# [Your task]
Check each line of the data below for the word "ساحلی", then extract the ones that have it.

# [Saved entries]

"""

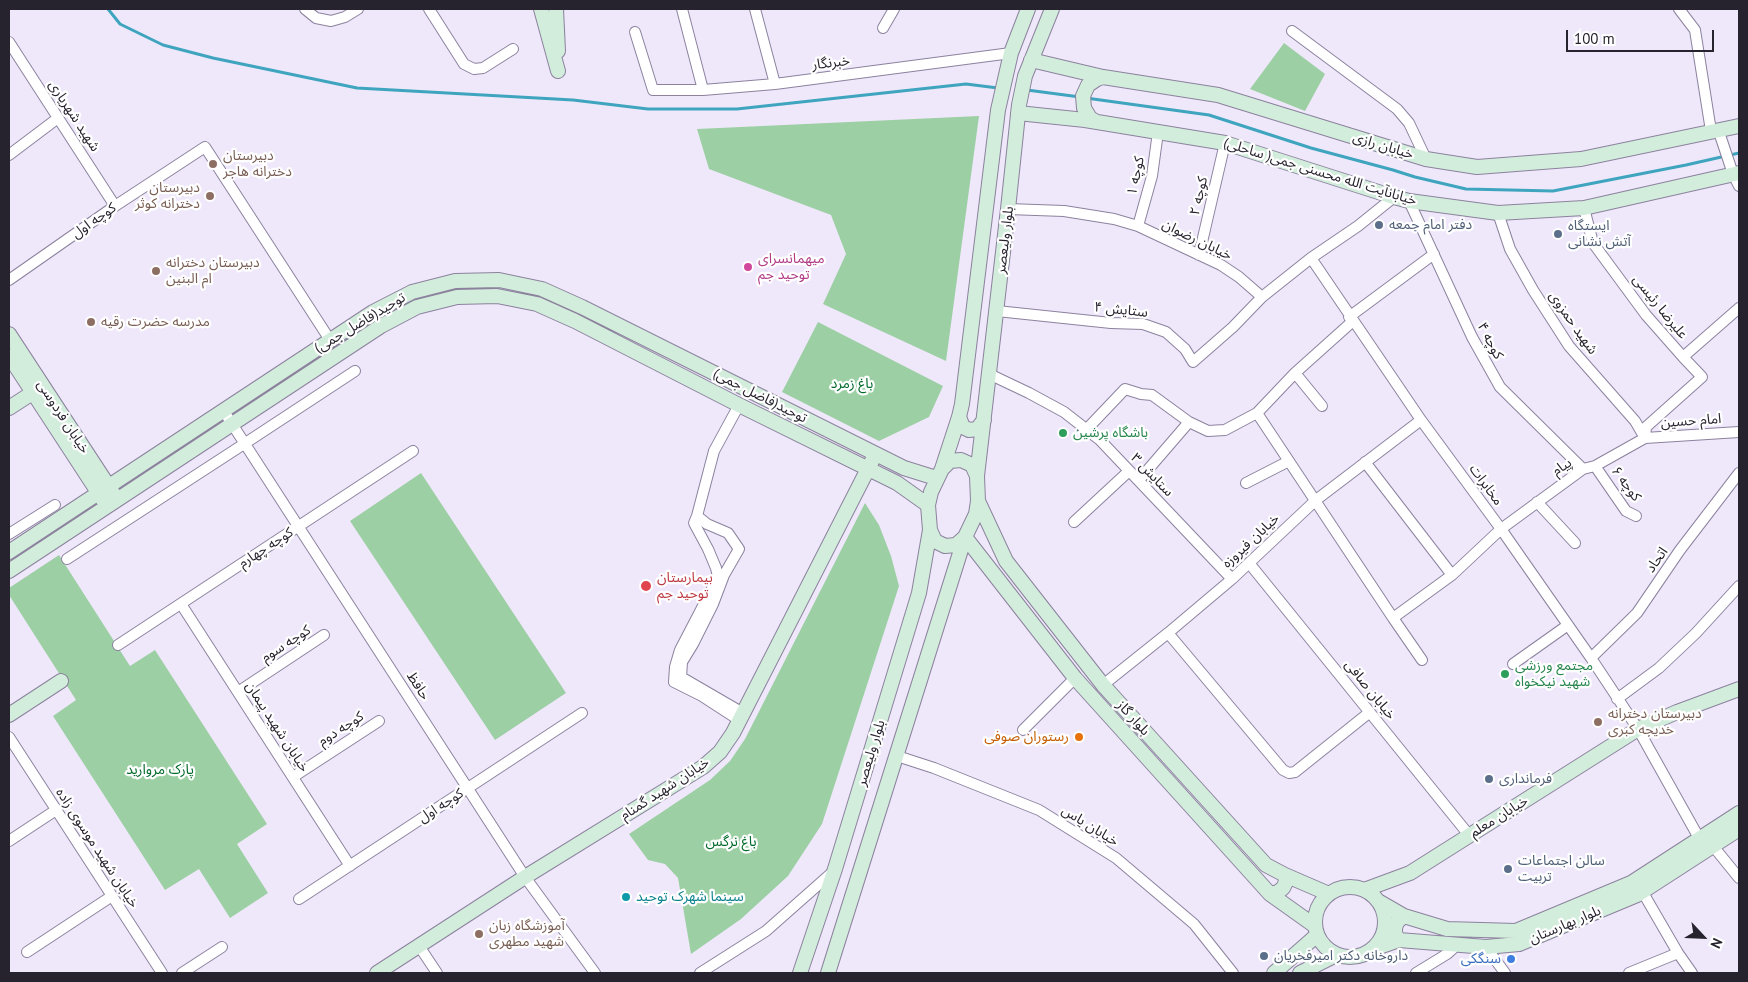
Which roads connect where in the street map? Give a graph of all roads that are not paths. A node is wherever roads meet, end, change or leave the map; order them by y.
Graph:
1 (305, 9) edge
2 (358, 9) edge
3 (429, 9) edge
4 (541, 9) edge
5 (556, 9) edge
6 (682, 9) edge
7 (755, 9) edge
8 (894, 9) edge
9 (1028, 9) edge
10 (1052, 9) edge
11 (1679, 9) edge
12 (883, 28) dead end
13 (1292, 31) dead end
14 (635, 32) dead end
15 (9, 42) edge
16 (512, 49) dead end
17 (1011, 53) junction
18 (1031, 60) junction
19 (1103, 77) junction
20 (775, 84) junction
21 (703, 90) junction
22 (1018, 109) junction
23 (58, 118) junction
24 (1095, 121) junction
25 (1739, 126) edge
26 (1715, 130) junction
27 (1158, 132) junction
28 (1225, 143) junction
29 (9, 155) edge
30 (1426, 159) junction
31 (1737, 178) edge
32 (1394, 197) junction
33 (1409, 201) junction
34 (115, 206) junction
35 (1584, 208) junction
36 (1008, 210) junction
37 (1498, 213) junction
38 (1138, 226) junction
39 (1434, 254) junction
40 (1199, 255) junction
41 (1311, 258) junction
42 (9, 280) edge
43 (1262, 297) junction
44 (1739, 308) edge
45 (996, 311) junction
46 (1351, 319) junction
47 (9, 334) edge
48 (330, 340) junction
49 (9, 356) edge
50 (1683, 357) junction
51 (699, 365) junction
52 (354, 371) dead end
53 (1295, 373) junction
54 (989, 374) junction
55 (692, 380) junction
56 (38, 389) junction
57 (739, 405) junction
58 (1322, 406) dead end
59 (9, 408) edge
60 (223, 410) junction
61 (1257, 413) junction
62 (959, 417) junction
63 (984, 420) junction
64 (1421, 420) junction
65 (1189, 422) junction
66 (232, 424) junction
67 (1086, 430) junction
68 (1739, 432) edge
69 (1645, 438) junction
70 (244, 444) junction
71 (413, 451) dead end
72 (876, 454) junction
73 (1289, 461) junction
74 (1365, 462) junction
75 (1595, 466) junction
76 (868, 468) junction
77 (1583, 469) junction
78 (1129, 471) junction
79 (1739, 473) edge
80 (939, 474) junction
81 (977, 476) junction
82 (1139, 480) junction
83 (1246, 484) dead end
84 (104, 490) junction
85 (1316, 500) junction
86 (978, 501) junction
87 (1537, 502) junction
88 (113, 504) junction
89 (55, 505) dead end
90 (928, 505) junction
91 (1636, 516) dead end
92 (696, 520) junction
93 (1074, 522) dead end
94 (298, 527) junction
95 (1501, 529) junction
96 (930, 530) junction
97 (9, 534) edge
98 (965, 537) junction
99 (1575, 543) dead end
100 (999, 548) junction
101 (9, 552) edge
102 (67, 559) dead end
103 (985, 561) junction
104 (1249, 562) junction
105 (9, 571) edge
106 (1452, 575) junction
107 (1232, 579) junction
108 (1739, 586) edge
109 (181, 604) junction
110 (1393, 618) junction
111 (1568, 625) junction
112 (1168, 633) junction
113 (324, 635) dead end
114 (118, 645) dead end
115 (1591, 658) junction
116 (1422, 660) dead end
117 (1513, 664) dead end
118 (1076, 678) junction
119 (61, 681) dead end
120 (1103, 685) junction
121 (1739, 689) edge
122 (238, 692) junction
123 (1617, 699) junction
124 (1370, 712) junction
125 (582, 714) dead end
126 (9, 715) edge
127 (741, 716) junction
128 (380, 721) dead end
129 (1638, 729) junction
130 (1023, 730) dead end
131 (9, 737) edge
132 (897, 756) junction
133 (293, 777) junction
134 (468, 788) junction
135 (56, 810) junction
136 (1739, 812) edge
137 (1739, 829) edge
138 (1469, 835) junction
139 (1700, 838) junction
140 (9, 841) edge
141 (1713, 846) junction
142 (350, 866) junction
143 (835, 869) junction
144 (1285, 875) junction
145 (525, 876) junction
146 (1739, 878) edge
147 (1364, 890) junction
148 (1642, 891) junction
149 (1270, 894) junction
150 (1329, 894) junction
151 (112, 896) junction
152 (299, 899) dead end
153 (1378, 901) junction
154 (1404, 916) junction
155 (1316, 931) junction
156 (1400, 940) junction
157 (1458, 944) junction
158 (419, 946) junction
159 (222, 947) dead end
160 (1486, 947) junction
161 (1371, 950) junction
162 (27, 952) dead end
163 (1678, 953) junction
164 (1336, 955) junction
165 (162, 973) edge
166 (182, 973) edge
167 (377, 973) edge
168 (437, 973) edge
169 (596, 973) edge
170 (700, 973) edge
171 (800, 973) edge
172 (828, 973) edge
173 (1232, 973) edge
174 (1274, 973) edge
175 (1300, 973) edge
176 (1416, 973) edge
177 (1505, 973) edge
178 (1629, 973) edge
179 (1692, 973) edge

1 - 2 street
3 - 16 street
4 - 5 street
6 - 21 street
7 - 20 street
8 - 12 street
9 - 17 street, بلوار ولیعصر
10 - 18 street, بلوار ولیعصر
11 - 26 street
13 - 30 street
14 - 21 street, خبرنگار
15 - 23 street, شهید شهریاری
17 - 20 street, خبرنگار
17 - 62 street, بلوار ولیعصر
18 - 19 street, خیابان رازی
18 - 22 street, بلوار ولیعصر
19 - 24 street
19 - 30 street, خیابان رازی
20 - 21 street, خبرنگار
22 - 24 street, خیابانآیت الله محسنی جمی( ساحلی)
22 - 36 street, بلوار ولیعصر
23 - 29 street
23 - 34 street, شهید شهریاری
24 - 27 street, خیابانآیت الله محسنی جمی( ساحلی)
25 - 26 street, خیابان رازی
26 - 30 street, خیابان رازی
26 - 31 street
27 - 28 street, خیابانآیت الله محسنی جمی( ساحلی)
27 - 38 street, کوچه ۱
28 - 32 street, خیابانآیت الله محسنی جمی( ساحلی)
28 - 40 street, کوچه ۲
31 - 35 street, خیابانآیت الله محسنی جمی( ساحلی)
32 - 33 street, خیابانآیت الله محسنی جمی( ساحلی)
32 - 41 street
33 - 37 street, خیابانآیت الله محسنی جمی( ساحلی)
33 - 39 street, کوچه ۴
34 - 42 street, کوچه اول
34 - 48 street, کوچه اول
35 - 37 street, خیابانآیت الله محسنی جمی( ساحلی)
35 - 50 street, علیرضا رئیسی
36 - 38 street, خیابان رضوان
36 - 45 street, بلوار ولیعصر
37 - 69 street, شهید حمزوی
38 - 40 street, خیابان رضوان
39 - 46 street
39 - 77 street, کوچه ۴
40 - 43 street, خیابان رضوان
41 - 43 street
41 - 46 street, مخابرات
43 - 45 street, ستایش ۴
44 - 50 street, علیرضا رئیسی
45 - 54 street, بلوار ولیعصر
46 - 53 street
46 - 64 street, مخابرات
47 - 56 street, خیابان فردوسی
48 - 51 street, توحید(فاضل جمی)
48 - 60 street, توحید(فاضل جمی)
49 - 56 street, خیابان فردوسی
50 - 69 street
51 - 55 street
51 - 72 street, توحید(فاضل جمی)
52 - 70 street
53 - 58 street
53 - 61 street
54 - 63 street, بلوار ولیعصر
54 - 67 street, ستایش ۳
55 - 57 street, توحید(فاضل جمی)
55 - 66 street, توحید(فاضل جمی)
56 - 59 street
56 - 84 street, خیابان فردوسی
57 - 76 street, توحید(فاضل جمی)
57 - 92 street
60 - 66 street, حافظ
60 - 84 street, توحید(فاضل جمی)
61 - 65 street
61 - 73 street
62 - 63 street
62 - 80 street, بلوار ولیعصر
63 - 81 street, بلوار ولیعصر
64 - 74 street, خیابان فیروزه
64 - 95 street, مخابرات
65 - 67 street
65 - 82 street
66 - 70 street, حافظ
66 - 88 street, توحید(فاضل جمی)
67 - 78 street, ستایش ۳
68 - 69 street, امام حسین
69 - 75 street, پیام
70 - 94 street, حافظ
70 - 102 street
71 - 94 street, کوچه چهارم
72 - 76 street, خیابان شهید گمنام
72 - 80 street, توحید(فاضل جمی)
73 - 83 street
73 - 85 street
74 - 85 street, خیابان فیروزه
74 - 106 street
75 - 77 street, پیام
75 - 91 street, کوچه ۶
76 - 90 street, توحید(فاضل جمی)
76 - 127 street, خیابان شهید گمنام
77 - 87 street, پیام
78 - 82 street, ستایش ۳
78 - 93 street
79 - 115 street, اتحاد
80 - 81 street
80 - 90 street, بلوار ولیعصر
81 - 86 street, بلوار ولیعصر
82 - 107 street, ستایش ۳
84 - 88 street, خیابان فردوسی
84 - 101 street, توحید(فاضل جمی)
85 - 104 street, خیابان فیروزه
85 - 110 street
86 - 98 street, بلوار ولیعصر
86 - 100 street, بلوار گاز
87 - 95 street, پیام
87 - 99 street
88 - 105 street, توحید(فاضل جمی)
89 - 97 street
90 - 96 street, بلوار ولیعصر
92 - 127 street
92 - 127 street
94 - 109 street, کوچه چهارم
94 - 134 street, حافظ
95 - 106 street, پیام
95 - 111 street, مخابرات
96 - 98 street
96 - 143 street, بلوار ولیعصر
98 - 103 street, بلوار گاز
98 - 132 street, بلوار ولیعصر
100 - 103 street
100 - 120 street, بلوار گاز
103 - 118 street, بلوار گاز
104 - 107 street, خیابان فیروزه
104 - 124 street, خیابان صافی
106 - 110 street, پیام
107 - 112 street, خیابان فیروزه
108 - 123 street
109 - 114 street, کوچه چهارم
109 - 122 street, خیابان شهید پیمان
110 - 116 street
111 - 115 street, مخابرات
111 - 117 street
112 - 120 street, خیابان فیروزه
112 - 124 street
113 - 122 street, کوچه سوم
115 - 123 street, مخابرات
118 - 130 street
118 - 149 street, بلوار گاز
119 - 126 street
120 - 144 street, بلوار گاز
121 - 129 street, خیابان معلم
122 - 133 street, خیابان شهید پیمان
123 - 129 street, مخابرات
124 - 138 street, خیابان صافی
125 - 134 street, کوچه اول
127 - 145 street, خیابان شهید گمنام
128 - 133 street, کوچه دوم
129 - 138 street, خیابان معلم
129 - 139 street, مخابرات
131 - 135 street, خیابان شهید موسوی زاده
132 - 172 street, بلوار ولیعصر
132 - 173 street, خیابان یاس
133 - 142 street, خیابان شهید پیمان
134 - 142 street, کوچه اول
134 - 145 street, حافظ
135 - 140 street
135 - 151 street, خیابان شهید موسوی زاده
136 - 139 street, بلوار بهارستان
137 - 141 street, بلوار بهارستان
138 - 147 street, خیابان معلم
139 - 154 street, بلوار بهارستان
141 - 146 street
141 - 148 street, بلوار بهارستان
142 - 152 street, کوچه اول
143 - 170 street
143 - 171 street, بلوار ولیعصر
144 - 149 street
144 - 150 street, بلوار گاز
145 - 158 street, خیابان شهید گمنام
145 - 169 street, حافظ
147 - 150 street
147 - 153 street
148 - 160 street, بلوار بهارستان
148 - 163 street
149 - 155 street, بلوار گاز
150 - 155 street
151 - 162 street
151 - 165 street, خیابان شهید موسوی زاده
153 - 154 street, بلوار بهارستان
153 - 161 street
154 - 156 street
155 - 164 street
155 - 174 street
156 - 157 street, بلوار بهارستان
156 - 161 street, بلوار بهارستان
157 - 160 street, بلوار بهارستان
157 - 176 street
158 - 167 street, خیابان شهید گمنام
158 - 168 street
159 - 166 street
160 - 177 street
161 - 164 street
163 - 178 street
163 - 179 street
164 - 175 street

"""

# [Output of the task]
22 - 24 street, خیابانآیت الله محسنی جمی( ساحلی)
24 - 27 street, خیابانآیت الله محسنی جمی( ساحلی)
27 - 28 street, خیابانآیت الله محسنی جمی( ساحلی)
28 - 32 street, خیابانآیت الله محسنی جمی( ساحلی)
31 - 35 street, خیابانآیت الله محسنی جمی( ساحلی)
32 - 33 street, خیابانآیت الله محسنی جمی( ساحلی)
33 - 37 street, خیابانآیت الله محسنی جمی( ساحلی)
35 - 37 street, خیابانآیت الله محسنی جمی( ساحلی)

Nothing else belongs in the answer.